-- Exercise description --
Pictures are to be left out; everything else in the records must be repeated exactly.

-- Provided information --
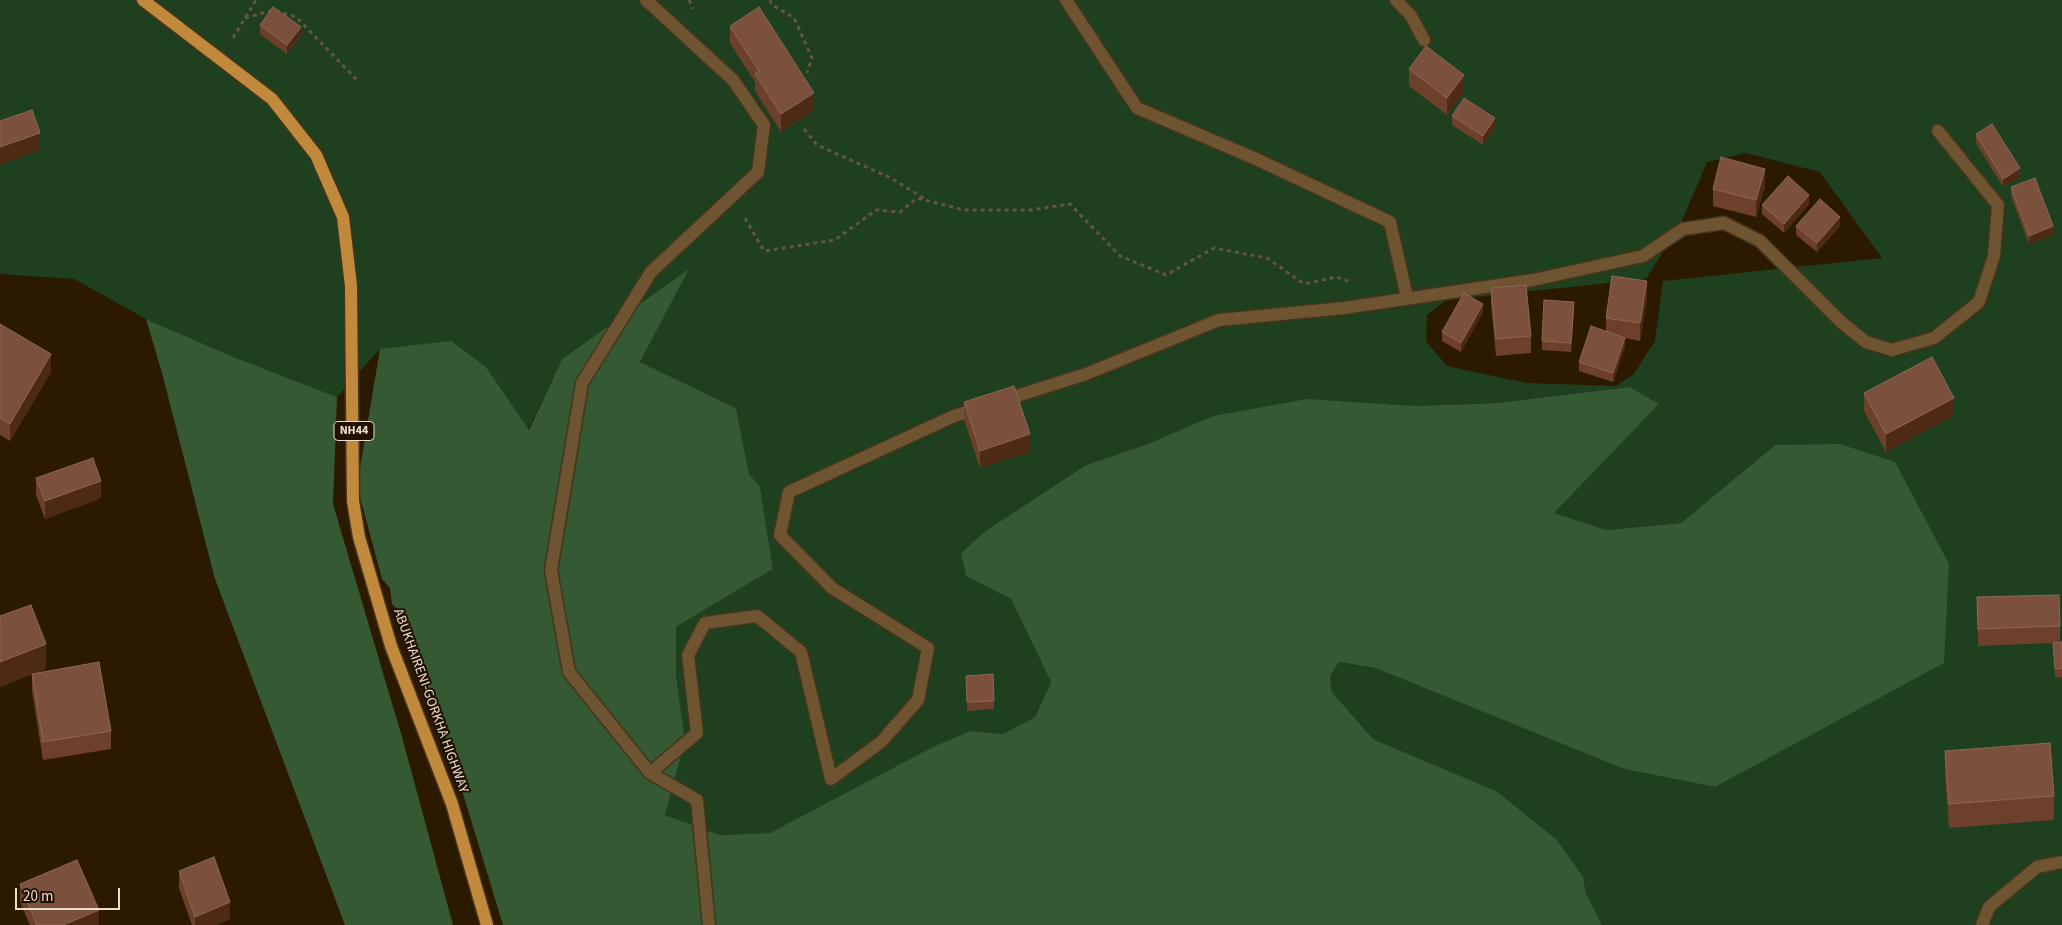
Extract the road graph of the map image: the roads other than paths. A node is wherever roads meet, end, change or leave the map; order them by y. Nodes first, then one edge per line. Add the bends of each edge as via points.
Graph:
1 (143, 0) edge
2 (646, 0) edge
3 (1066, 0) edge
4 (1396, 0) edge
5 (1424, 40) dead end
6 (1938, 131) dead end
7 (1407, 297) junction
8 (650, 773) junction
9 (2062, 862) edge
10 (487, 925) edge
11 (709, 925) edge
12 (1982, 925) edge

1 - 10 main road, ABUKHAIRENI-GORKHA HIGHWAY / NH44 via 272,99 316,155 343,217 351,286 353,501 359,537 391,646 452,804
2 - 8 street via 733,80 764,125 758,172 651,272 582,383 551,570 569,672
3 - 7 street via 1138,108 1390,222
4 - 5 street via 1411,16
6 - 7 street via 1998,205 1994,256 1979,302 1934,338 1892,350 1866,342 1841,322 1760,241 1724,223 1683,229 1643,256 1533,280
7 - 8 street via 1344,308 1219,320 1086,374 954,416 789,492 780,535 832,588 928,648 918,700 881,742 831,779 801,652 757,616 705,623 688,655 697,733
8 - 11 street via 698,800
9 - 12 street via 2037,867 1989,907

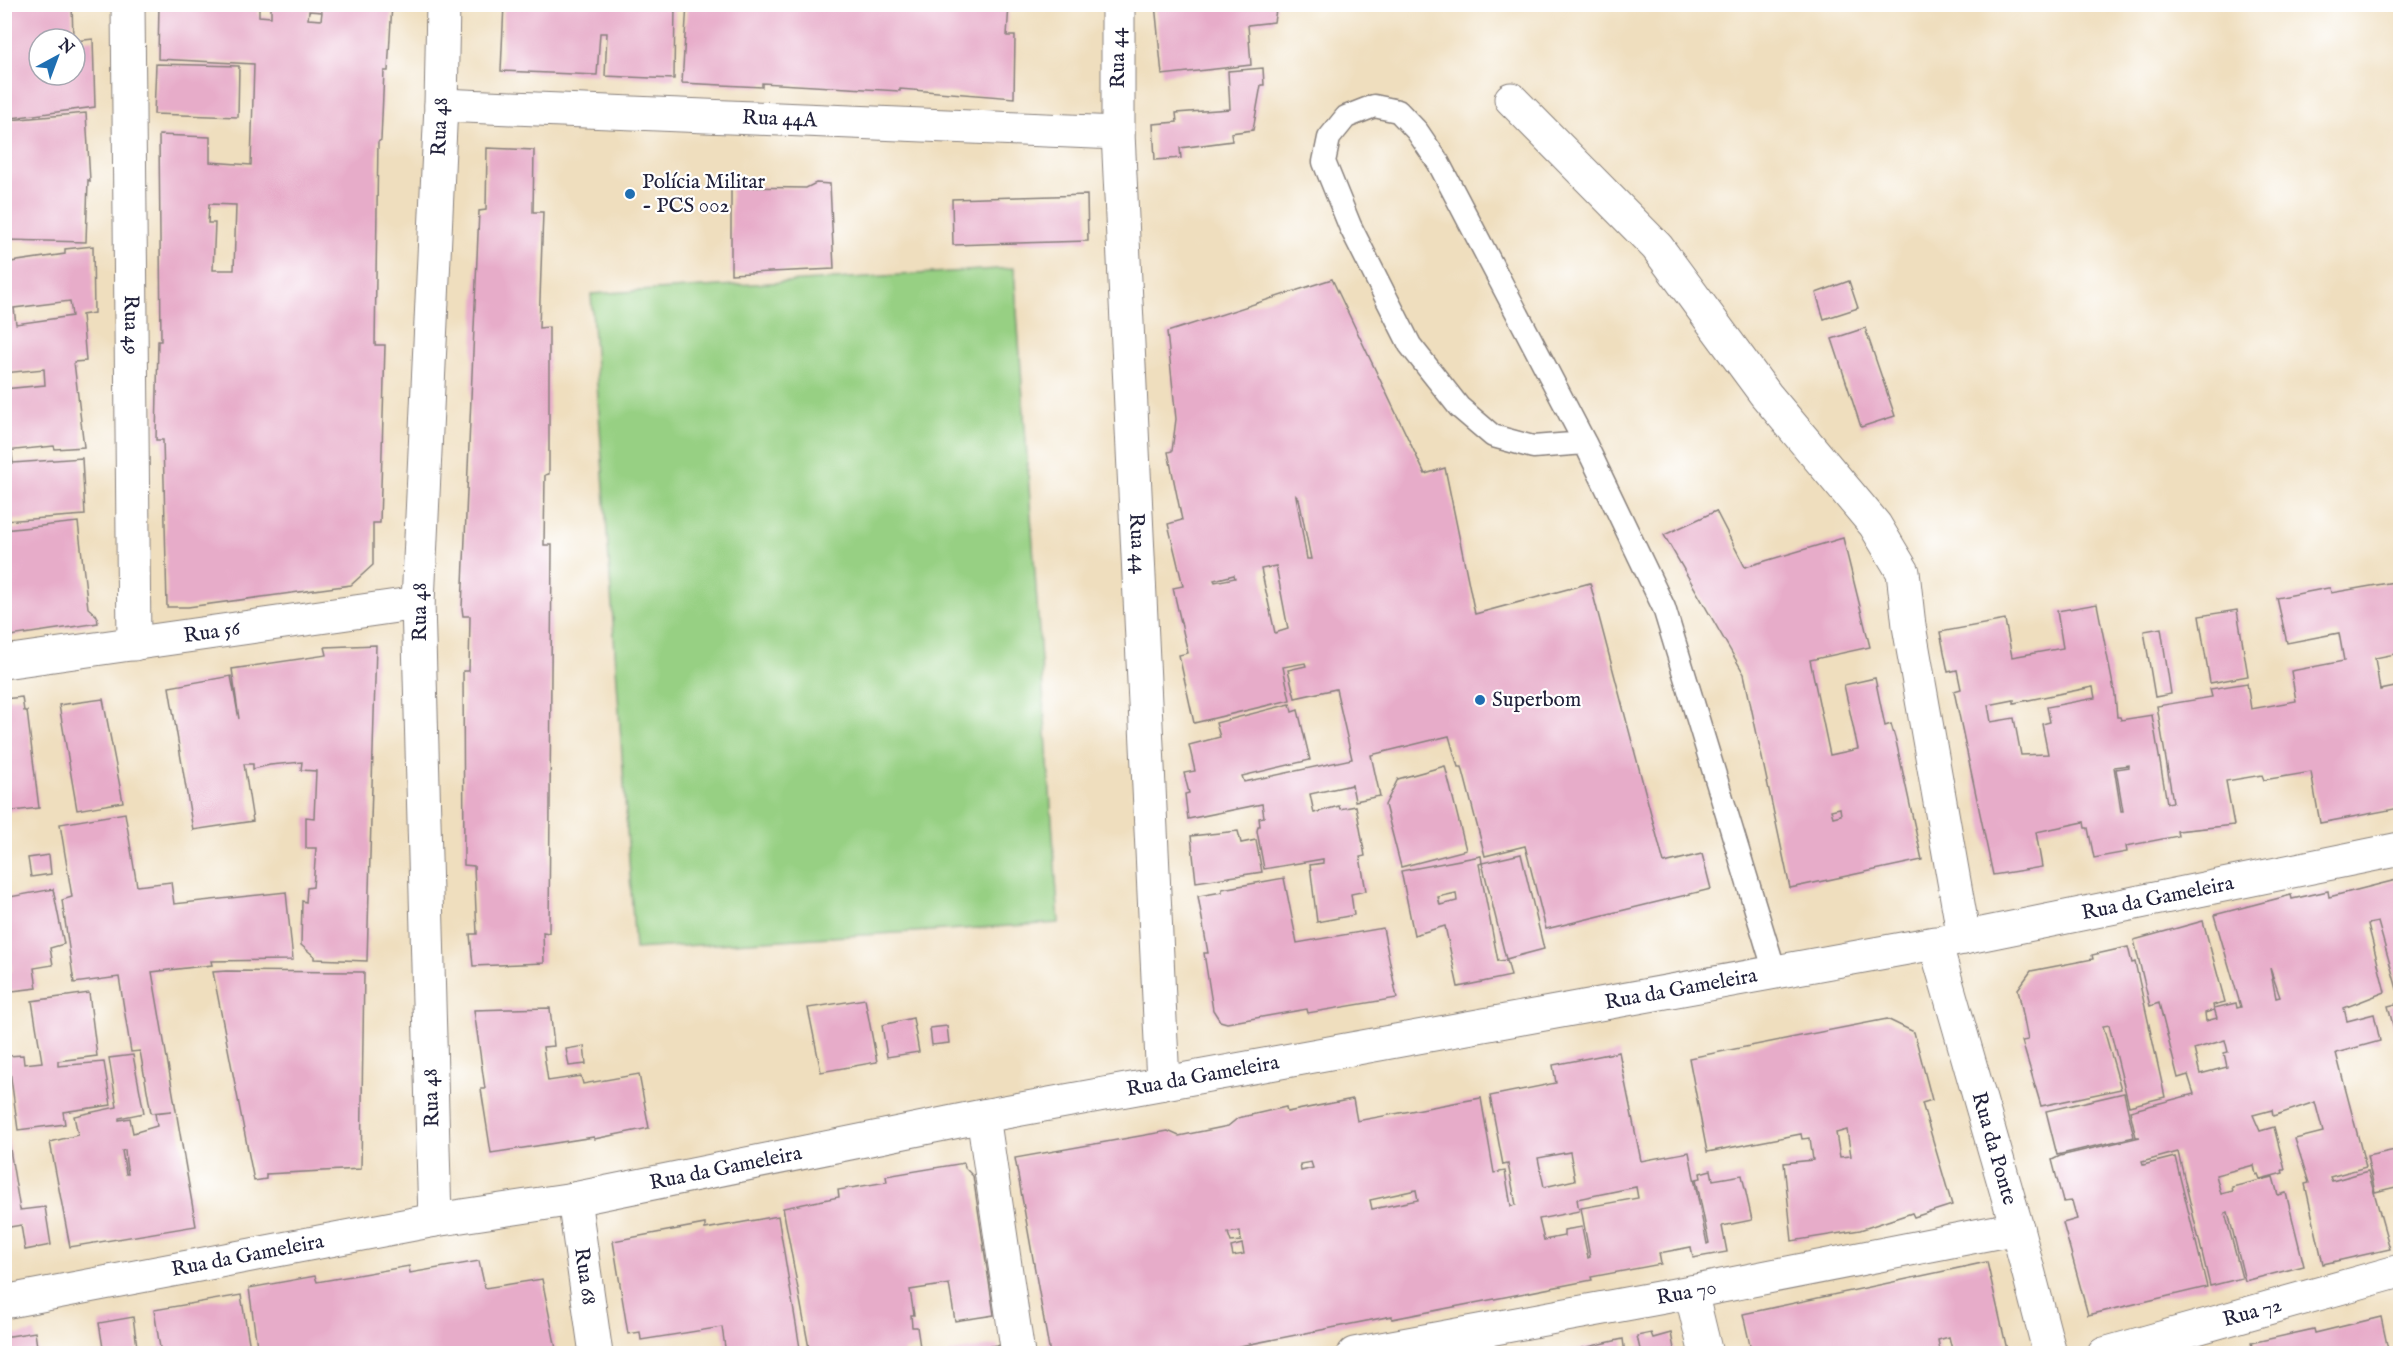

-- Response box --
Extract the road graph of the map image: the roads other than paths. A node is wherever roads meet, end, change or leave the map; order them by y. Nodes first, then one edge per line. Add the bends of each edge as via points.
Graph:
1 (143, 0) edge
2 (646, 0) edge
3 (1066, 0) edge
4 (1396, 0) edge
5 (1424, 40) dead end
6 (1938, 131) dead end
7 (1407, 297) junction
8 (650, 773) junction
9 (2062, 862) edge
10 (487, 925) edge
11 (709, 925) edge
12 (1982, 925) edge

1 - 10 main road, ABUKHAIRENI-GORKHA HIGHWAY / NH44 via 272,99 316,155 343,217 351,286 353,501 359,537 391,646 452,804
2 - 8 street via 733,80 764,125 758,172 651,272 582,383 551,570 569,672
3 - 7 street via 1138,108 1390,222
4 - 5 street via 1411,16
6 - 7 street via 1998,205 1994,256 1979,302 1934,338 1892,350 1866,342 1841,322 1760,241 1724,223 1683,229 1643,256 1533,280
7 - 8 street via 1344,308 1219,320 1086,374 954,416 789,492 780,535 832,588 928,648 918,700 881,742 831,779 801,652 757,616 705,623 688,655 697,733
8 - 11 street via 698,800
9 - 12 street via 2037,867 1989,907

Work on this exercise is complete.